━━━ RECORDS FOR PROCESSING ━━━

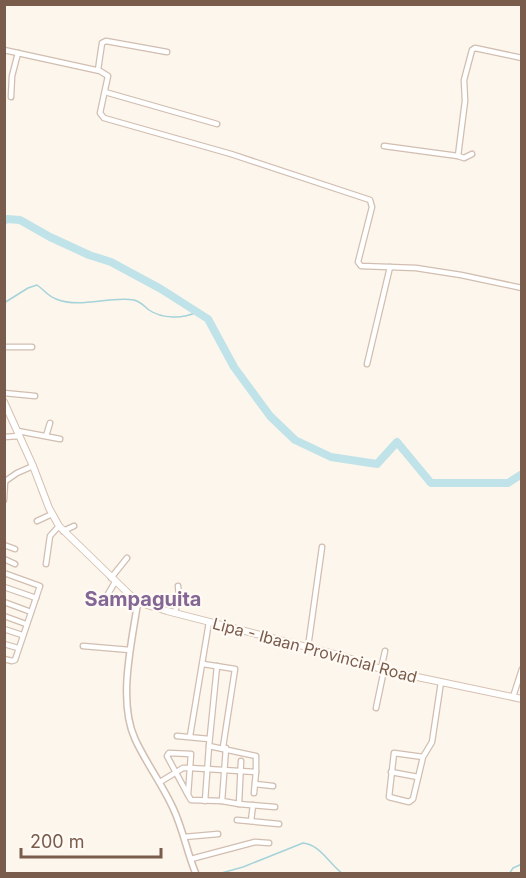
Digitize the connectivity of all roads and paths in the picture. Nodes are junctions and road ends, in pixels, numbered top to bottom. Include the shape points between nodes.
1 (4, 50) edge
2 (167, 52) dead end
3 (18, 53) junction
4 (522, 58) edge
5 (98, 70) junction
6 (4, 82) edge
7 (11, 83) junction
8 (105, 92) junction
9 (11, 97) dead end
10 (217, 124) dead end
11 (384, 146) dead end
12 (472, 154) dead end
13 (458, 156) junction
14 (390, 267) junction
15 (522, 288) edge
16 (4, 347) edge
17 (32, 347) dead end
18 (367, 364) dead end
19 (4, 393) edge
20 (35, 396) dead end
21 (4, 402) edge
22 (7, 415) edge
23 (50, 423) dead end
24 (19, 434) junction
25 (46, 436) junction
26 (4, 437) edge
27 (60, 439) dead end
28 (33, 466) junction
29 (5, 482) edge
30 (4, 500) edge
31 (52, 514) junction
32 (37, 521) dead end
33 (74, 526) dead end
34 (61, 529) junction
35 (4, 545) edge
36 (322, 547) dead end
37 (15, 549) dead end
38 (128, 558) dead end
39 (4, 559) edge
40 (15, 564) dead end
41 (46, 564) dead end
42 (4, 573) edge
43 (113, 580) junction
44 (178, 586) dead end
45 (4, 587) edge
46 (36, 598) junction
47 (104, 601) dead end
48 (4, 602) edge
49 (140, 602) junction
50 (30, 612) junction
51 (176, 613) junction
52 (4, 616) edge
53 (209, 622) junction
54 (26, 624) junction
55 (4, 629) edge
56 (22, 635) junction
57 (4, 644) edge
58 (83, 646) dead end
59 (308, 647) junction
60 (18, 648) junction
61 (130, 650) junction
62 (385, 651) dead end
63 (4, 659) edge
64 (202, 664) junction
65 (218, 666) junction
66 (522, 669) edge
67 (382, 670) junction
68 (441, 682) junction
69 (513, 697) junction
70 (522, 699) edge
71 (376, 708) dead end
72 (177, 736) dead end
73 (190, 736) junction
74 (209, 739) junction
75 (208, 746) junction
76 (224, 748) junction
77 (256, 756) junction
78 (423, 757) junction
79 (265, 758) dead end
80 (241, 760) dead end
81 (190, 768) junction
82 (207, 769) junction
83 (224, 770) junction
84 (241, 771) junction
85 (176, 772) junction
86 (255, 772) junction
87 (392, 772) junction
88 (418, 777) junction
89 (160, 782) junction
90 (255, 784) junction
91 (273, 786) dead end
92 (254, 793) dead end
93 (188, 795) junction
94 (205, 801) junction
95 (222, 801) junction
96 (239, 804) junction
97 (253, 805) junction
98 (275, 807) dead end
99 (237, 820) dead end
100 (252, 821) junction
101 (279, 824) dead end
102 (218, 834) dead end
103 (184, 837) junction
104 (269, 843) dead end
105 (191, 859) junction
106 (196, 873) edge

1 - 3 street
2 - 5 street via 106,41 102,43
3 - 5 street
3 - 7 street
4 - 13 street via 472,50 464,80
5 - 8 street via 108,76
6 - 7 street
7 - 9 street
8 - 10 street
8 - 14 street via 100,113 104,118 231,154 370,200 372,207 359,264
11 - 13 street
12 - 13 street
14 - 15 street via 461,275
14 - 18 street
16 - 17 street
19 - 20 street
21 - 22 main road, Lipa - Ibaan Provincial Road
22 - 24 main road, Lipa - Ibaan Provincial Road
23 - 25 street
24 - 25 street
24 - 26 street
24 - 28 main road, Lipa - Ibaan Provincial Road
25 - 27 street
28 - 29 street
28 - 31 main road, Lipa - Ibaan Provincial Road
29 - 30 street
31 - 32 street
31 - 34 main road, Lipa - Ibaan Provincial Road
33 - 34 street
34 - 41 street via 50,536
34 - 43 main road, Lipa - Ibaan Provincial Road
35 - 37 street
36 - 59 street
38 - 43 street
39 - 40 street
42 - 46 street via 39,585
43 - 47 street
43 - 49 main road, Lipa - Ibaan Provincial Road
44 - 51 street
45 - 46 street
46 - 50 street
48 - 50 street
49 - 51 main road, Lipa - Ibaan Provincial Road
49 - 61 street
50 - 54 street
51 - 53 main road, Lipa - Ibaan Provincial Road
52 - 54 street
53 - 59 main road, Lipa - Ibaan Provincial Road
53 - 64 street
54 - 56 street
55 - 56 street
56 - 60 street
57 - 60 street
58 - 61 street
59 - 67 main road, Lipa - Ibaan Provincial Road
60 - 63 street via 14,661
61 - 89 street via 127,699 131,725 135,741
62 - 67 street
64 - 65 street
64 - 73 street
65 - 74 street
65 - 76 street via 235,670
66 - 69 street
67 - 68 main road, Lipa - Ibaan Provincial Road
67 - 71 street
68 - 69 main road, Lipa - Ibaan Provincial Road
68 - 78 street via 432,742
69 - 70 main road, Lipa - Ibaan Provincial Road
72 - 73 street
73 - 74 street
74 - 75 street
75 - 76 street
75 - 82 street
76 - 77 street
76 - 83 street
77 - 79 street
77 - 86 street
78 - 87 street via 396,753
78 - 88 street
80 - 84 street
81 - 82 street
81 - 85 street
81 - 85 street via 191,754 169,753
81 - 93 street
82 - 83 street
82 - 94 street
83 - 84 street
83 - 95 street
84 - 86 street
84 - 96 street
85 - 89 street
85 - 93 street
86 - 90 street
87 - 88 street
87 - 88 street via 389,797 409,802
89 - 103 street
90 - 91 street
90 - 92 street
93 - 94 street via 191,800
94 - 95 street
95 - 96 street
96 - 97 street
97 - 98 street
97 - 100 street
99 - 100 street
100 - 101 street
102 - 103 street
103 - 105 street
104 - 105 street via 255,842
105 - 106 street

━━━

Your reply should restate every entry exactly, with the pictures left out.

WRITTEN ANSWER →
Digitize the connectivity of all roads and paths in the picture. Nodes are junctions and road ends, in pixels, numbered top to bottom. Include the shape points between nodes.
1 (4, 50) edge
2 (167, 52) dead end
3 (18, 53) junction
4 (522, 58) edge
5 (98, 70) junction
6 (4, 82) edge
7 (11, 83) junction
8 (105, 92) junction
9 (11, 97) dead end
10 (217, 124) dead end
11 (384, 146) dead end
12 (472, 154) dead end
13 (458, 156) junction
14 (390, 267) junction
15 (522, 288) edge
16 (4, 347) edge
17 (32, 347) dead end
18 (367, 364) dead end
19 (4, 393) edge
20 (35, 396) dead end
21 (4, 402) edge
22 (7, 415) edge
23 (50, 423) dead end
24 (19, 434) junction
25 (46, 436) junction
26 (4, 437) edge
27 (60, 439) dead end
28 (33, 466) junction
29 (5, 482) edge
30 (4, 500) edge
31 (52, 514) junction
32 (37, 521) dead end
33 (74, 526) dead end
34 (61, 529) junction
35 (4, 545) edge
36 (322, 547) dead end
37 (15, 549) dead end
38 (128, 558) dead end
39 (4, 559) edge
40 (15, 564) dead end
41 (46, 564) dead end
42 (4, 573) edge
43 (113, 580) junction
44 (178, 586) dead end
45 (4, 587) edge
46 (36, 598) junction
47 (104, 601) dead end
48 (4, 602) edge
49 (140, 602) junction
50 (30, 612) junction
51 (176, 613) junction
52 (4, 616) edge
53 (209, 622) junction
54 (26, 624) junction
55 (4, 629) edge
56 (22, 635) junction
57 (4, 644) edge
58 (83, 646) dead end
59 (308, 647) junction
60 (18, 648) junction
61 (130, 650) junction
62 (385, 651) dead end
63 (4, 659) edge
64 (202, 664) junction
65 (218, 666) junction
66 (522, 669) edge
67 (382, 670) junction
68 (441, 682) junction
69 (513, 697) junction
70 (522, 699) edge
71 (376, 708) dead end
72 (177, 736) dead end
73 (190, 736) junction
74 (209, 739) junction
75 (208, 746) junction
76 (224, 748) junction
77 (256, 756) junction
78 (423, 757) junction
79 (265, 758) dead end
80 (241, 760) dead end
81 (190, 768) junction
82 (207, 769) junction
83 (224, 770) junction
84 (241, 771) junction
85 (176, 772) junction
86 (255, 772) junction
87 (392, 772) junction
88 (418, 777) junction
89 (160, 782) junction
90 (255, 784) junction
91 (273, 786) dead end
92 (254, 793) dead end
93 (188, 795) junction
94 (205, 801) junction
95 (222, 801) junction
96 (239, 804) junction
97 (253, 805) junction
98 (275, 807) dead end
99 (237, 820) dead end
100 (252, 821) junction
101 (279, 824) dead end
102 (218, 834) dead end
103 (184, 837) junction
104 (269, 843) dead end
105 (191, 859) junction
106 (196, 873) edge

1 - 3 street
2 - 5 street via 106,41 102,43
3 - 5 street
3 - 7 street
4 - 13 street via 472,50 464,80
5 - 8 street via 108,76
6 - 7 street
7 - 9 street
8 - 10 street
8 - 14 street via 100,113 104,118 231,154 370,200 372,207 359,264
11 - 13 street
12 - 13 street
14 - 15 street via 461,275
14 - 18 street
16 - 17 street
19 - 20 street
21 - 22 main road, Lipa - Ibaan Provincial Road
22 - 24 main road, Lipa - Ibaan Provincial Road
23 - 25 street
24 - 25 street
24 - 26 street
24 - 28 main road, Lipa - Ibaan Provincial Road
25 - 27 street
28 - 29 street
28 - 31 main road, Lipa - Ibaan Provincial Road
29 - 30 street
31 - 32 street
31 - 34 main road, Lipa - Ibaan Provincial Road
33 - 34 street
34 - 41 street via 50,536
34 - 43 main road, Lipa - Ibaan Provincial Road
35 - 37 street
36 - 59 street
38 - 43 street
39 - 40 street
42 - 46 street via 39,585
43 - 47 street
43 - 49 main road, Lipa - Ibaan Provincial Road
44 - 51 street
45 - 46 street
46 - 50 street
48 - 50 street
49 - 51 main road, Lipa - Ibaan Provincial Road
49 - 61 street
50 - 54 street
51 - 53 main road, Lipa - Ibaan Provincial Road
52 - 54 street
53 - 59 main road, Lipa - Ibaan Provincial Road
53 - 64 street
54 - 56 street
55 - 56 street
56 - 60 street
57 - 60 street
58 - 61 street
59 - 67 main road, Lipa - Ibaan Provincial Road
60 - 63 street via 14,661
61 - 89 street via 127,699 131,725 135,741
62 - 67 street
64 - 65 street
64 - 73 street
65 - 74 street
65 - 76 street via 235,670
66 - 69 street
67 - 68 main road, Lipa - Ibaan Provincial Road
67 - 71 street
68 - 69 main road, Lipa - Ibaan Provincial Road
68 - 78 street via 432,742
69 - 70 main road, Lipa - Ibaan Provincial Road
72 - 73 street
73 - 74 street
74 - 75 street
75 - 76 street
75 - 82 street
76 - 77 street
76 - 83 street
77 - 79 street
77 - 86 street
78 - 87 street via 396,753
78 - 88 street
80 - 84 street
81 - 82 street
81 - 85 street
81 - 85 street via 191,754 169,753
81 - 93 street
82 - 83 street
82 - 94 street
83 - 84 street
83 - 95 street
84 - 86 street
84 - 96 street
85 - 89 street
85 - 93 street
86 - 90 street
87 - 88 street
87 - 88 street via 389,797 409,802
89 - 103 street
90 - 91 street
90 - 92 street
93 - 94 street via 191,800
94 - 95 street
95 - 96 street
96 - 97 street
97 - 98 street
97 - 100 street
99 - 100 street
100 - 101 street
102 - 103 street
103 - 105 street
104 - 105 street via 255,842
105 - 106 street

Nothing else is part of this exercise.